How to Become a Medical Assistant in 15 Months or Less
Posted On May 16, 2014
How to Become a Medical Assistant in 15 Months or Less!
Big changes are under way in American society. Citizens are aging. And, as they do, they will require more medical care and attention. Their increasing needs alone are driving the promising future of health care job opportunities. Ranking high on the list of opportunities are positions in Medical Assistance – a 29% increase is expected before 2022 according to the Bureau of Labor Statistics. So you want to learn how to become a medical assistant, keep reading!
What is a Medical Assistant?
Medical Assisting careers involve supporting physicians, physician assistants, and nurses in a variety of health care venues.
Clinical duties: Medical Assistants are hands-on with patients doing lab tests, taking vital signs, drawing blood, changing bandages, sterilizing medical instruments, and more – depending on the state regulations.
Administrative duties: Medical Assistants may fill out insurance forms, schedule appointments, file patient records, process billing, handle correspondence, and more – depending on the jurisdiction.
Specialized duties: Medical Assistants can pursue training in medical specialties that will involve them more in pediatrics, cardiology, ophthalmology, geriatrics, podiatry, and other fields.
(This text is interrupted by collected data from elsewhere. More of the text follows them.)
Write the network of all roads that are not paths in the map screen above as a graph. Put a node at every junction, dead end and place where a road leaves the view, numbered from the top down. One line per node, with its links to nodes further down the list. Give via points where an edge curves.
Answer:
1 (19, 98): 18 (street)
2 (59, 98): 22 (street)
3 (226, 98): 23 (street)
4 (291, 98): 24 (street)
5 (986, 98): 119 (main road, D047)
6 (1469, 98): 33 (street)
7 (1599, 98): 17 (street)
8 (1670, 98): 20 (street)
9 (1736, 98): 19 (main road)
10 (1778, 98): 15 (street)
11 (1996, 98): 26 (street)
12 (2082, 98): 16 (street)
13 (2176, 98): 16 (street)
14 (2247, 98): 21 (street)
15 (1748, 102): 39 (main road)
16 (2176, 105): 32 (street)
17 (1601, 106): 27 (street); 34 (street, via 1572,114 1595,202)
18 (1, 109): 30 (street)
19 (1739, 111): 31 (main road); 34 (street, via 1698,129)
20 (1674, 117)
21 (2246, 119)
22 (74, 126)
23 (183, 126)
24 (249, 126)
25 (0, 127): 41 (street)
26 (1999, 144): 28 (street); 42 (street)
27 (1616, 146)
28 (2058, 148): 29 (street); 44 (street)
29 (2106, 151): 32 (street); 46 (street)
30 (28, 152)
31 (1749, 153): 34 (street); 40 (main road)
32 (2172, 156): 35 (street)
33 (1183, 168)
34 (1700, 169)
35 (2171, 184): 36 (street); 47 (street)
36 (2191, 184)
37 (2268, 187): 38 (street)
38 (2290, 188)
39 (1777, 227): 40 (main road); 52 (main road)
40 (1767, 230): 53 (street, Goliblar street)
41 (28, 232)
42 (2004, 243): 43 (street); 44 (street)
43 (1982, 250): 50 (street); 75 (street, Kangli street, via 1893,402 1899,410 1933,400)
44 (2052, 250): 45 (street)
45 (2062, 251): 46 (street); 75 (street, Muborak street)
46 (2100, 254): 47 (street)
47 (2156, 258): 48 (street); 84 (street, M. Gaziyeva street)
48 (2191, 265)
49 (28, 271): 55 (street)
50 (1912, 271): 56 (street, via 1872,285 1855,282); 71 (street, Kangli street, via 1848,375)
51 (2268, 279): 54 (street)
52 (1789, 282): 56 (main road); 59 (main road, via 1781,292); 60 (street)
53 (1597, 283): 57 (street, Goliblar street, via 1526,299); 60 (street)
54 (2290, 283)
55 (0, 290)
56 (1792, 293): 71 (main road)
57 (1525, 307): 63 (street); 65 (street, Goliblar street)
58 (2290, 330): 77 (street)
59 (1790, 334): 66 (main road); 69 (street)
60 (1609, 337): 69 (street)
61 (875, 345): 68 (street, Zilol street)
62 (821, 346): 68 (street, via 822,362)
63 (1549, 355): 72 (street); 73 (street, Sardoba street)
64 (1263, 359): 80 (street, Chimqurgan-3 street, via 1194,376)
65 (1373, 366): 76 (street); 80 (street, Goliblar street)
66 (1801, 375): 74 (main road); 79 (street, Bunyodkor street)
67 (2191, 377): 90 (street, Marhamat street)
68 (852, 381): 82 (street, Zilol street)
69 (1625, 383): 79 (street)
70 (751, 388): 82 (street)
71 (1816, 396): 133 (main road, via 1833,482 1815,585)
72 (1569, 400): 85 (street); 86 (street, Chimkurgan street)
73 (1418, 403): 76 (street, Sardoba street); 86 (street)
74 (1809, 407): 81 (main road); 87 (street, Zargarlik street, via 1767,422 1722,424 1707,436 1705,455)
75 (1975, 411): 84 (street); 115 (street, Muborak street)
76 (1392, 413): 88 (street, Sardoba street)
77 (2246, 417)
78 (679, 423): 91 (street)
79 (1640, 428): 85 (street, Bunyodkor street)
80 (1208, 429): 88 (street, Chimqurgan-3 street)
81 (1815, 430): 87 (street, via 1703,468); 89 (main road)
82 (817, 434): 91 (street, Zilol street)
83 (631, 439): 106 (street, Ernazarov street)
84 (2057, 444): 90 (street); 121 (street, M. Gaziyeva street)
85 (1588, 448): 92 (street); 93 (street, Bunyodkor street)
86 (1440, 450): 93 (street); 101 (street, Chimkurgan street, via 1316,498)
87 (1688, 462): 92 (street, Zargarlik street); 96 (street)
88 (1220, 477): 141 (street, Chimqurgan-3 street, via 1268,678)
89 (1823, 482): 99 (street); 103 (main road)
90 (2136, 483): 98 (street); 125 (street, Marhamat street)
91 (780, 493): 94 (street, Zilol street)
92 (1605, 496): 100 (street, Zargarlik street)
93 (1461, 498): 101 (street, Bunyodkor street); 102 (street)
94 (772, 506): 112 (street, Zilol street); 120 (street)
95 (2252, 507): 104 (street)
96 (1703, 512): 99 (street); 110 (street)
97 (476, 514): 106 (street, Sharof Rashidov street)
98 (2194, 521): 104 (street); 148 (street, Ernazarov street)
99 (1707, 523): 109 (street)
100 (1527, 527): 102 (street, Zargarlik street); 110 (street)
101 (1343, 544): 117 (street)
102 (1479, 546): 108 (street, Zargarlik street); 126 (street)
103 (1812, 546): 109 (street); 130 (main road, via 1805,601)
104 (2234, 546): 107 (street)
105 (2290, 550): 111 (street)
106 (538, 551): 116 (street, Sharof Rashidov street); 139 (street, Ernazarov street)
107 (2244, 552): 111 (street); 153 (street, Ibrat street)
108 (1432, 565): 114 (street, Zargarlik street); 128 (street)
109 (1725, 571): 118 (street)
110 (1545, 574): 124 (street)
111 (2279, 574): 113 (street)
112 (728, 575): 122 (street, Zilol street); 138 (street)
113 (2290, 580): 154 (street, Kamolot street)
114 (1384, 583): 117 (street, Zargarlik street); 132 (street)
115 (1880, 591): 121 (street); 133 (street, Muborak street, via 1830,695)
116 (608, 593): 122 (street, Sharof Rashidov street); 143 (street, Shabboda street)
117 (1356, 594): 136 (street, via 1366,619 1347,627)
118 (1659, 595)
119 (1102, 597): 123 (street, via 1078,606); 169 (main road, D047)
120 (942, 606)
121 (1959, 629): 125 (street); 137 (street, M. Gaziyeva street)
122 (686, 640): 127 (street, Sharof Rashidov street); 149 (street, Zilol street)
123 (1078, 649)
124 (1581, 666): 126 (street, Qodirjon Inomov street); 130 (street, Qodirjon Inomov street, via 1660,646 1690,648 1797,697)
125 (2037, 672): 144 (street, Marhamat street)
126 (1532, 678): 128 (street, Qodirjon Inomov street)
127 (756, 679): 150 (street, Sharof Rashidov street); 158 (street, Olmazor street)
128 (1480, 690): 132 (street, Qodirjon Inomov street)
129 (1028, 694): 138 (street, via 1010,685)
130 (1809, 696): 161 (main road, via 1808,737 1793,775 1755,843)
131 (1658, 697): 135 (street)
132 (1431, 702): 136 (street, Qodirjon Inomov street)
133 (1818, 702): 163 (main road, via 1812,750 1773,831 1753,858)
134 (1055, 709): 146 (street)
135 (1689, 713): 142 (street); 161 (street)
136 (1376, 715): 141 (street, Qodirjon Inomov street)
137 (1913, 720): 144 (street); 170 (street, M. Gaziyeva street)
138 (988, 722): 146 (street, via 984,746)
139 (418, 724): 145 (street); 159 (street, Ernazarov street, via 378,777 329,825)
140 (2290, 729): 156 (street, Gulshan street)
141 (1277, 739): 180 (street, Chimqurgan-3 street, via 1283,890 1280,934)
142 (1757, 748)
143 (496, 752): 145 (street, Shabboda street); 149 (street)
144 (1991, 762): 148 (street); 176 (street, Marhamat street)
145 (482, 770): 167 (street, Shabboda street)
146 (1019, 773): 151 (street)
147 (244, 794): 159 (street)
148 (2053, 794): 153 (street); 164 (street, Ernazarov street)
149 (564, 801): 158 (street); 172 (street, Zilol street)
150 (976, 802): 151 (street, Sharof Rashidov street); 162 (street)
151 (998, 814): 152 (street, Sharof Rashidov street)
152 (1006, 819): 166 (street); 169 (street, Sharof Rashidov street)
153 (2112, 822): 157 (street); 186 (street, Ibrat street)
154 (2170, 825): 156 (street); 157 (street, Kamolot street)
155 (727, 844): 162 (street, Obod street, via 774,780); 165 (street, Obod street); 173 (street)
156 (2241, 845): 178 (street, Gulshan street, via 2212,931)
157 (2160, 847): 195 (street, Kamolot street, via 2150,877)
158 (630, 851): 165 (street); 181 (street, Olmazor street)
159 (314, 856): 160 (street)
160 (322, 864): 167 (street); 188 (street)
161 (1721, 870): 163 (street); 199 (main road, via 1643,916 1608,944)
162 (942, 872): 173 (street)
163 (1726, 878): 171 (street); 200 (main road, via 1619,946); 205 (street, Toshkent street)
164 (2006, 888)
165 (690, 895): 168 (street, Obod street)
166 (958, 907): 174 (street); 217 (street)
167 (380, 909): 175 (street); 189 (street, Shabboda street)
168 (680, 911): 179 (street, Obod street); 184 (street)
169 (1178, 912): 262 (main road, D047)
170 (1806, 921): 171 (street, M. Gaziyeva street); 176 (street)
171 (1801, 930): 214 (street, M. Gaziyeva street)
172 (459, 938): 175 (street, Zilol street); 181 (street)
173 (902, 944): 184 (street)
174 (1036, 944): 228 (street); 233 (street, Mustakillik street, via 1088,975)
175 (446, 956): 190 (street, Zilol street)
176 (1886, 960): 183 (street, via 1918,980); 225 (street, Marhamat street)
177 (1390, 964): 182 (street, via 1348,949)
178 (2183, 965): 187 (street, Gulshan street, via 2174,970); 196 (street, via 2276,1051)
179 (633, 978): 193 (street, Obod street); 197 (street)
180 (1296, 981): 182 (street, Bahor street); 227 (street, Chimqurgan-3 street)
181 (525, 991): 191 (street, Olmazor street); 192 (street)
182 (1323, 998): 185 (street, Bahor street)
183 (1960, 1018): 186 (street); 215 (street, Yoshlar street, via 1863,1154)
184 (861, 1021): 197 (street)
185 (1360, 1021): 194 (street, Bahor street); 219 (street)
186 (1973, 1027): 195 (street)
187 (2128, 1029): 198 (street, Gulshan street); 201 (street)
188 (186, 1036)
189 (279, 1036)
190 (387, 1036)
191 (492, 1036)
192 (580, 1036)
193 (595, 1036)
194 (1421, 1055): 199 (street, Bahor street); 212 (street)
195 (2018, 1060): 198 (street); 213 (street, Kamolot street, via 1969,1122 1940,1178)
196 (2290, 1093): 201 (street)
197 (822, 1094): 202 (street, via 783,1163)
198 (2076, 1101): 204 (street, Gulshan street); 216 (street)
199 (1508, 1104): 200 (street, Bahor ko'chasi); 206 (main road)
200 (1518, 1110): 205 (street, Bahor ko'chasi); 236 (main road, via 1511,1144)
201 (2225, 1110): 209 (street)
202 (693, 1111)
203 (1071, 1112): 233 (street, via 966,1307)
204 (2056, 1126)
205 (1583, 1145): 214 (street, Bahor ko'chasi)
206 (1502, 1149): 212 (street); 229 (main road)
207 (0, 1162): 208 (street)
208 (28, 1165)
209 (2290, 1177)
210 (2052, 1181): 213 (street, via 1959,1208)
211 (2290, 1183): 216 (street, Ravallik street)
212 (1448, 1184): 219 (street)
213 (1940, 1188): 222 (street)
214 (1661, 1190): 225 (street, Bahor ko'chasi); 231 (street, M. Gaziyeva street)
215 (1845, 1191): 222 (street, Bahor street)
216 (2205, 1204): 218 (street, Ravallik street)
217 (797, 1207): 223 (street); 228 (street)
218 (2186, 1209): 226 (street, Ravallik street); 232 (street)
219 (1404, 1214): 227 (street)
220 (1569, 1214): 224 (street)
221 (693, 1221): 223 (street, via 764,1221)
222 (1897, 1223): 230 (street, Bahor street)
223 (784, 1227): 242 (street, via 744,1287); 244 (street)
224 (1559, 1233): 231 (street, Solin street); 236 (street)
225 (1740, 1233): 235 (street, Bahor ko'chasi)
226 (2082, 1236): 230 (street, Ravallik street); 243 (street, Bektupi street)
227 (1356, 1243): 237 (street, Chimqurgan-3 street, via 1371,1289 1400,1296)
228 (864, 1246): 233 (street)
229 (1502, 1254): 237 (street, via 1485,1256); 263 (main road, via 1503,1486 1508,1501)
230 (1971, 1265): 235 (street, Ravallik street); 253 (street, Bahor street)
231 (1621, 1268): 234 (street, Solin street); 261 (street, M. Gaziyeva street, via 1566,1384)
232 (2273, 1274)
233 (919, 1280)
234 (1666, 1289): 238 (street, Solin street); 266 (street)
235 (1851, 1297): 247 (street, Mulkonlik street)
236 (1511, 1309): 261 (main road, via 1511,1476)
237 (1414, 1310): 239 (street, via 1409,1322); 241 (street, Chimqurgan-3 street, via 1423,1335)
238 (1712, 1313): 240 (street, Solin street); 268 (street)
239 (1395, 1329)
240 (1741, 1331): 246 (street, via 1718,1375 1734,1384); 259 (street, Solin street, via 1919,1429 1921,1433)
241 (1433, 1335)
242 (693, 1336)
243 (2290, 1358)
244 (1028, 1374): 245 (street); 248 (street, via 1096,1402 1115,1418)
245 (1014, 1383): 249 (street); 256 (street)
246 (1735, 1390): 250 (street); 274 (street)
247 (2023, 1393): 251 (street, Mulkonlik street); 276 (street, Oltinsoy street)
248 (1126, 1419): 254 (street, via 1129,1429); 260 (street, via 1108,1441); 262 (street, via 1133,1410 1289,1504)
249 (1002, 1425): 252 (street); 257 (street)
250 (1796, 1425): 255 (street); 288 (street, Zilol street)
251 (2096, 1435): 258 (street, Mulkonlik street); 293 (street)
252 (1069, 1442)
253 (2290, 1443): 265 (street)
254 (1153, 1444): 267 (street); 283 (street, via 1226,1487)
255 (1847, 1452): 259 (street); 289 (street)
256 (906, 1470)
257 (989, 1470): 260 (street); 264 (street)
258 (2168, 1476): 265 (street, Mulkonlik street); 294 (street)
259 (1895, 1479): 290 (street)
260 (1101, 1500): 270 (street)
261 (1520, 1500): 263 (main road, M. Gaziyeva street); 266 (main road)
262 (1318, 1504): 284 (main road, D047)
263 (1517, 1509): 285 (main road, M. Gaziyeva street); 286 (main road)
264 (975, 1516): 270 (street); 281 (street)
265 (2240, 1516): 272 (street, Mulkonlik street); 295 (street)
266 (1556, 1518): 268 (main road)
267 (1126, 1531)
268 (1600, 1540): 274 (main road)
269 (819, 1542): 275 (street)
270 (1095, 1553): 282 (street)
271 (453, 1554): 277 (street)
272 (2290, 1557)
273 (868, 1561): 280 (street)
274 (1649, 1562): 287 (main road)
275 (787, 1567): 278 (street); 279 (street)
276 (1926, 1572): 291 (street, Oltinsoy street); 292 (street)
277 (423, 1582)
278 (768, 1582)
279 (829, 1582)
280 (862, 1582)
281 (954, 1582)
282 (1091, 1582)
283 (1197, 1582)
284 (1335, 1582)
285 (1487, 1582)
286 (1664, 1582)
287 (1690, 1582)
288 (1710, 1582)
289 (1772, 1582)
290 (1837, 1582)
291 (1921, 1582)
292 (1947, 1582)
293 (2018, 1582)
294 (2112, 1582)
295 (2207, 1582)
In most states, there are no formal educational requirements however, many candidates will pursue their education and dreams with training in programs leading to a certificate or an accredited degree program. The people who choose this path greatly enhance their chances of securing employment in the medical services field and their chances of one day continuing their career path into more advanced medical fields and skills.
As the career path improves so do the education requirements. Sometimes, this takes the form of a dedicated and focused program at a vocational/technical school or college to earn an associate’s degree. These type of programs offer career training and skill sets that are deemed valuable by employers in the medical field such as:
Analytical skills. Medical assistants must read, understand, and follow instructions, advisories, charts, and diagnostics.
Detail oriented. Medical assistants must be accurate in taking and recording vital signs and patient information.
Interpersonal skills. Medical assistants will interact with patients in pain, under medications, and in confusion. They must interact with patient family members and health care professionals in a knowledgeable and professional manner.
Technical skills. Medical assistants must be adept at using clinical instruments, telephones, office machines, and computers.
Education, training and certification always place job applicants ahead of the pack. According to US News.com, the top 10% of medical assistants earn $41,570/year. While the 10% on the low end of the scale make $21,080/year putting the median income at $29,730/year. Another way to look at this, puts 25% of medical assistants above $35,380/year and 25% at or below $24,940/year. Of course, wages vary throughout the country, but these pay rates are better than those for nursing aides and personal care aides. The fact that the available positions place candidates into a working health care environment promises additional pay increases and personal growth.
Entry-level opportunities will start at pay according to the venue and position:
Front Office Medical Assistants at $12 to $15/hour.
Back Office Medical Assistants for $14 to $18//hour.
Private Practice Medical Assistants at $17 to $18.50/hour.
Clinical Setting Medical Assistants for $10 to $15.00/year.
Floating Position Medical Assistants at $16 to $20/hour.